**What is being asked**
For the string "controls", search the entries below and copy every line where it appears.

Stored data
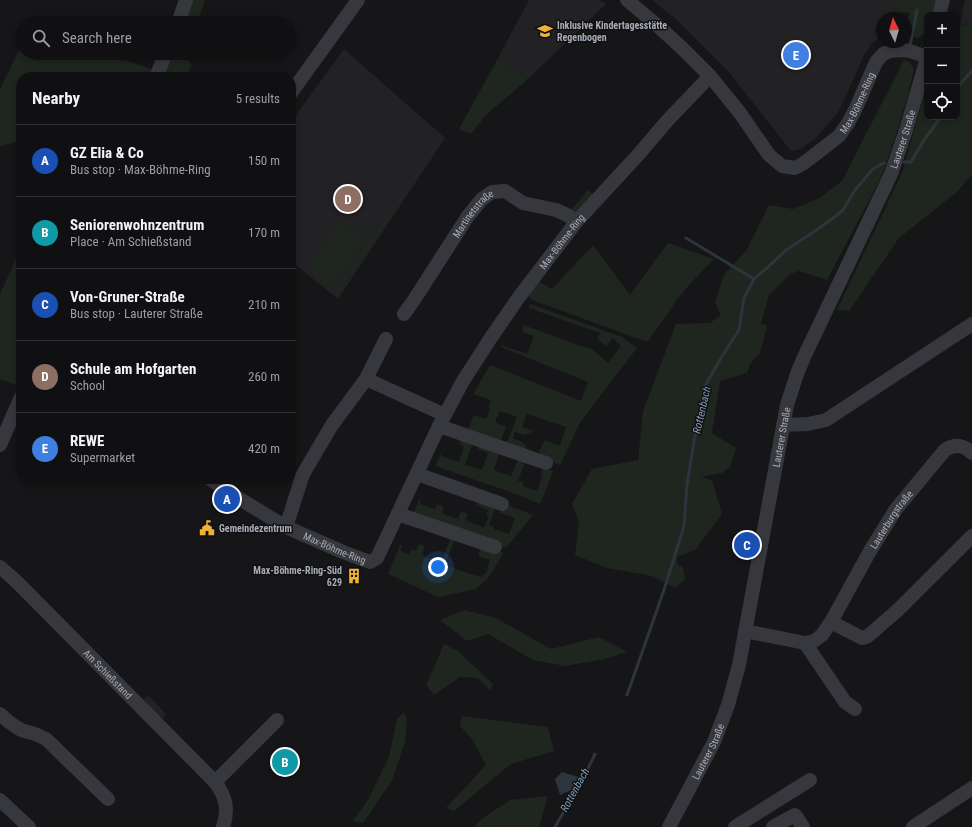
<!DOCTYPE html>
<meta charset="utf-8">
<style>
:root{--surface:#101012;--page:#19191b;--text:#f1f3f6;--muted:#9c9d9f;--line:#303032;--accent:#2563eb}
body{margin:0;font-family:"Roboto Condensed",sans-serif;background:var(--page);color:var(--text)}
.controls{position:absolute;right:12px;top:12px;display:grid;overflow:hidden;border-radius:8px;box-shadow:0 2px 6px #0003}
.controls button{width:36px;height:36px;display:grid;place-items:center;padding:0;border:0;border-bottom:1px solid var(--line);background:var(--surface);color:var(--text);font:20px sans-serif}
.compass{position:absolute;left:876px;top:12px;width:36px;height:36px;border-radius:50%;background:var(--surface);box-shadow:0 2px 6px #0003;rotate:355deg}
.you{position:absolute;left:438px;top:567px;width:14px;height:14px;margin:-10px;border:3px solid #fff;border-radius:50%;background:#1a73e8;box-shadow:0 0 0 6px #1a73e833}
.badge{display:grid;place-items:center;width:26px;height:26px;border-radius:50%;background:var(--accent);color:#fff;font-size:13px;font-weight:700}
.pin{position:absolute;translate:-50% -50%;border:2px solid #fff;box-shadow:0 1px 4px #0006}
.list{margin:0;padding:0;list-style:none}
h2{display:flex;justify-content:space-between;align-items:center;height:52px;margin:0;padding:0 16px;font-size:17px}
h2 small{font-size:13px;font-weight:400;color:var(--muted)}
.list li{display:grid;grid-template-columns:26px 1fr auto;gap:12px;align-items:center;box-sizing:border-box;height:72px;padding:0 16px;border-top:1px solid var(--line)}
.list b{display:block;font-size:15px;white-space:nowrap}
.list p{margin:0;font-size:13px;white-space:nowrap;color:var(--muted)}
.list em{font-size:13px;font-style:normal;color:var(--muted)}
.icon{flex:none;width:22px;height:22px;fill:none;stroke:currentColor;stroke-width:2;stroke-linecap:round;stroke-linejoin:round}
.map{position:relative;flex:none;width:972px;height:827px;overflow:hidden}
.search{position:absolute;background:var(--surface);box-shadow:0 2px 6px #0003;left:16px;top:16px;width:280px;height:44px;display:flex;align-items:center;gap:10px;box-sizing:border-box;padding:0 14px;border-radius:22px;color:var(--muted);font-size:15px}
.panel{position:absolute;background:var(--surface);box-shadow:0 2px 6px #0003;left:16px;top:72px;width:280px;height:412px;border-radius:16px}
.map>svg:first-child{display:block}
.built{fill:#222225}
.green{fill:#1e261f}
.water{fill:#2c353c}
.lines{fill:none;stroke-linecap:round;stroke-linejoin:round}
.stream{stroke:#2c353c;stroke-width:3}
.minor{stroke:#37383d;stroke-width:14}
.labels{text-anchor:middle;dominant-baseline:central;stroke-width:3;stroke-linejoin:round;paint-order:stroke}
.poi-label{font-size:10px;font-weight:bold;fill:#a8adb8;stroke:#111113;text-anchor:start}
.street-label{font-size:10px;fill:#a8adb8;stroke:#111113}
.water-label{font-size:11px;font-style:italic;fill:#7f9bb3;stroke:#111113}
</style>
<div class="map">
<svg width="972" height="827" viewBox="0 0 972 827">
<rect width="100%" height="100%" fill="#161618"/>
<path class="built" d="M529 0H600L606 4 528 79 498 58Z
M652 0H883L900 12 897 18H882V36L872 43 864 55 839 111 815 139 800 149 791 151 728 71 677 20Z
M965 0H972V23L960 25Z
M344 49 445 138 338 299 291 261V122Z
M148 695 166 714 161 720 142 701Z"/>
<path class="green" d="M191 0H205L197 23H183Z
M883 0H936L931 15H927C927 27 929 30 918 38L908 36 906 35V20L910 13 900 12Z
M972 23V174L958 191 899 238 849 311 837 310 902 173 927 85V117H957V26Z
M23 42V53H104L151 69 148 77H21V141L0 146V89Z
M172 53H188L186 59 192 65 185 77H162Z
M498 58 528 79 486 115 471 134 459 129Z
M904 60 909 62 914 69 908 95 897 131 881 178 827 280 799 271 790 274 769 295 761 323 767 326 760 353 750 364 747 373 720 381 712 433 736 448 730 467 722 473 701 477 712 480 722 514 696 549 677 557V564L683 567 685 579 675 588 652 576 607 568 575 555 579 522 572 504 592 469 638 460 643 411 676 324 710 323 721 315 715 302 724 275 746 251 769 205 793 209 818 199 842 181Z
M588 190 594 195 580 212 574 213 569 212Z
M388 214 392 217 337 293 333 290Z
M340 221 366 240 332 288 306 269Z
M668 243 714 259C702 272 689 284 678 298 668 313 658 328 647 342L532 300 528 296 538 281 552 289 593 245 630 295Z
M21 248V370L15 385 0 379V294Z
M530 304 622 337 637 348 581 421 560 465 543 458 539 451 545 440 560 446 566 427 527 414 522 427 535 431 524 435 515 432 513 438 522 442 527 447 525 452 506 445 517 417 500 411 495 422 506 427 500 443 467 431 474 415 486 419 490 409 488 408 491 400 473 394 490 365 581 401 588 382 501 347 502 345 527 354 534 336 522 332 524 325 577 345 592 349 608 363 621 346 613 338 606 346 597 339 600 333 529 308Z
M461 438 473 442 465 465 482 470 488 453 478 449 479 444 500 451 494 470 511 476 516 464 519 459 525 462 518 481 524 482 522 486 537 491 542 476 541 473 543 468 553 471 540 504 513 493 435 466 447 441 441 456 459 462 464 447 459 443Z
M420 498 421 499 420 504 435 509 437 504 444 507 442 513 458 519 461 511 468 514 466 521 478 525 484 528 489 517 486 515 488 510 476 505 479 500 496 506 489 525 494 527V529L509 534 515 518 500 513 505 504 533 515 506 548 413 515Z
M451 537 455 538 445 565 467 573 483 577 484 574H486L490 560 478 556 481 546 504 553 488 578 476 589 458 593 438 597 388 574 400 545 402 546 400 551 409 554 411 549 416 551 419 544 425 546 422 555 441 563Z
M464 610 496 618 551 649 599 637 627 652 605 659 565 666 533 660 488 634 467 641 440 620Z
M444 644 458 651 493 684 490 691 478 678 460 677 434 695 426 685Z
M404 712 407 720 405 742 392 781 363 823 353 821 368 800 389 757 397 719Z
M462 716 548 727 554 751 511 764 454 811 446 808 486 765 472 739 460 726Z
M548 796 539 827H474L480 820 510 800Z"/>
<path class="water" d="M562 772 579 777 574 789 560 795 555 779Z"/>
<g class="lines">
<path class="stream" d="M910 46 917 10
M957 89 960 84 972 71
M904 162H911L924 140 941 117
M686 238 754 279
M627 695 664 590 684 526 687 485 693 447 705 386 721 358 739 330 744 298 754 279 767 268 786 250 812 233 832 219 843 210 855 190 872 170 881 164 885 163
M555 827 583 779 595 754"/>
<g class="minor">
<path id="s1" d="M627 0 659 27 683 49 710 76 740 113 769 155 782 166 795 168 804 163 839 136 848 123 856 108 876 62 883 54 890 51 903 50 910 51 927 57"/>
<path d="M939 15 943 0"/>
<path d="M178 23 186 0"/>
<path d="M156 77 166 53"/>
<path d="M291 93 358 0"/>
<path id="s2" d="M404 314 414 300 468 216 482 199 492 192 505 191 523 203 556 210 565 214 577 221"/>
<path d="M366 379 386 339"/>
<path d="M783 425 808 424 826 420 972 324"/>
<path d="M439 426 546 463"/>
<path d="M0 445 21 397"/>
<path d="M417 474 502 504"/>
<path id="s3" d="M210 479 243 501 286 527 343 552 370 562 377 558 439 426 463 381 492 336 519 297 577 221 638 155 667 121 710 76"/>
<path d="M398 514 495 547"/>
<path d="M286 527 303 474 332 425 366 379 445 415"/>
<path id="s4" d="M0 567 17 582 215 782C226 797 229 809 223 827"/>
<path d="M831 622 862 638 868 636 899 609 972 536"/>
<path d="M745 631 805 643 845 702 855 709"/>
<path id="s5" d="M805 643 814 641 822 635 831 622 870 551 896 509 945 450C955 443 964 445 972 453"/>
<path d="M0 714 9 722 21 730 35 734 46 739 108 799"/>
<path d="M215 782 277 720"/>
<path d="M0 800 29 827"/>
<path id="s6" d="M669 827 714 742 728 705 739 665 787 405 797 374 804 357 891 174 906 130 927 58"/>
<path d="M735 827 810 780"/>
<path d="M773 827 795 815 803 827"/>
<path d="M913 827 972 788"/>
</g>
</g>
<defs>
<g id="school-bare" transform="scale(1.2)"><path d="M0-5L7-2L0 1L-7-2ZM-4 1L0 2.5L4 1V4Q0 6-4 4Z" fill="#f2b134" stroke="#111113" stroke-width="2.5" paint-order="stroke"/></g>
<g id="civic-bare" transform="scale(1.2)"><path d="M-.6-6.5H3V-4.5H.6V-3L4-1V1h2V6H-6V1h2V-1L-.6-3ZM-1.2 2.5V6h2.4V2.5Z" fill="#f2b134" stroke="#111113" stroke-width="2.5" paint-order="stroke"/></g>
<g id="building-bare" transform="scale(1.2)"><path d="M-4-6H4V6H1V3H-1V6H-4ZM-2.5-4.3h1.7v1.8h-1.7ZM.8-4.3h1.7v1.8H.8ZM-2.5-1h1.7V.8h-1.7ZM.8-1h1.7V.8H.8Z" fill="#f2b134" stroke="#111113" stroke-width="2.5" paint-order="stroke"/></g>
</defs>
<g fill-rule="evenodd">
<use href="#school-bare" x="545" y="31"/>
<use href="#civic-bare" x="207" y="528"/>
<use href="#building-bare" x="354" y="576"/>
</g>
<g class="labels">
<g class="poi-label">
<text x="557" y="25">Inklusive Kindertagesstätte<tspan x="557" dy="12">Regenbogen</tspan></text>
<text x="219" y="528">Gemeindezentrum</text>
<text x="342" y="570" text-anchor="end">Max-Böhme-Ring-Süd<tspan x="342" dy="12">629</tspan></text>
</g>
<g class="street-label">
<text stroke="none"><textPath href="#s1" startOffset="334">Max-Böhme-Ring</textPath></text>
<text stroke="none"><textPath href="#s6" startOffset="732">Lauterer Straße</textPath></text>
<text stroke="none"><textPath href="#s2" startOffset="122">Martinetstraße</textPath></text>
<text stroke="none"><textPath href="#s3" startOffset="557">Max-Böhme-Ring</textPath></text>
<text stroke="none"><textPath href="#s6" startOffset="409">Lauterer Straße</textPath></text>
<text stroke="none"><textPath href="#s5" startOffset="154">Lauterburgstraße</textPath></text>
<text stroke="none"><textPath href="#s3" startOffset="143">Max-Böhme-Ring</textPath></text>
<text stroke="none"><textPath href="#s4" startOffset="152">Am Schießstand</textPath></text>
<text stroke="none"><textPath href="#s6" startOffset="85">Lauterer Straße</textPath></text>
</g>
<g class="water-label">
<text transform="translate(702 410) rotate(-77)">Rottenbach</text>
<text transform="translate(575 790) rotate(-61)">Rottenbach</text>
</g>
</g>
</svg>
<div class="controls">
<button>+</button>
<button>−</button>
<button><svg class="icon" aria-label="locate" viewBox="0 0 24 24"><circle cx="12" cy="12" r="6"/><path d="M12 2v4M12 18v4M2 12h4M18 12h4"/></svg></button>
</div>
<svg class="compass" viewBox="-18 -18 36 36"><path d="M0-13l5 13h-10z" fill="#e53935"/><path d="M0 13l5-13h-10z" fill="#9c9d9f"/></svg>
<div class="you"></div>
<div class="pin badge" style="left:227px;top:499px;background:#1a4fb4">A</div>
<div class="pin badge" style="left:285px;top:762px;background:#0f9aa8">B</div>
<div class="pin badge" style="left:747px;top:545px;background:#1a4fb4">C</div>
<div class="pin badge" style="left:348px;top:199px;background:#8d6e63">D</div>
<div class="pin badge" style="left:796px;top:55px;background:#3f7fe0">E</div>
<div class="search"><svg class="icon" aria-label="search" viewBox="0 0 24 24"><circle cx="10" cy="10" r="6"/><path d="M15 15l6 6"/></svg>Search here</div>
<section class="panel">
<h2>Nearby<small>5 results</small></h2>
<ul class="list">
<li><span class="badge" style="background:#1a4fb4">A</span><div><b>GZ Elia &amp; Co</b><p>Bus stop · Max-Böhme-Ring</p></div><em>150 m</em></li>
<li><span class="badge" style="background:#0f9aa8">B</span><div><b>Seniorenwohnzentrum</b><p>Place · Am Schießstand</p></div><em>170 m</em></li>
<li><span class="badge" style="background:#1a4fb4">C</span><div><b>Von-Gruner-Straße</b><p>Bus stop · Lauterer Straße</p></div><em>210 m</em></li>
<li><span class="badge" style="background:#8d6e63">D</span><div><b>Schule am Hofgarten</b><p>School</p></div><em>260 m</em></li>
<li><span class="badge" style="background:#3f7fe0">E</span><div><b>REWE</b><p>Supermarket</p></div><em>420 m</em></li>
</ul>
</section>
</div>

**Result for this task**
.controls{position:absolute;right:12px;top:12px;display:grid;overflow:hidden;border-radius:8px;box-shadow:0 2px 6px #0003}
.controls button{width:36px;height:36px;display:grid;place-items:center;padding:0;border:0;border-bottom:1px solid var(--line);background:var(--surface);color:var(--text);font:20px sans-serif}
<div class="controls">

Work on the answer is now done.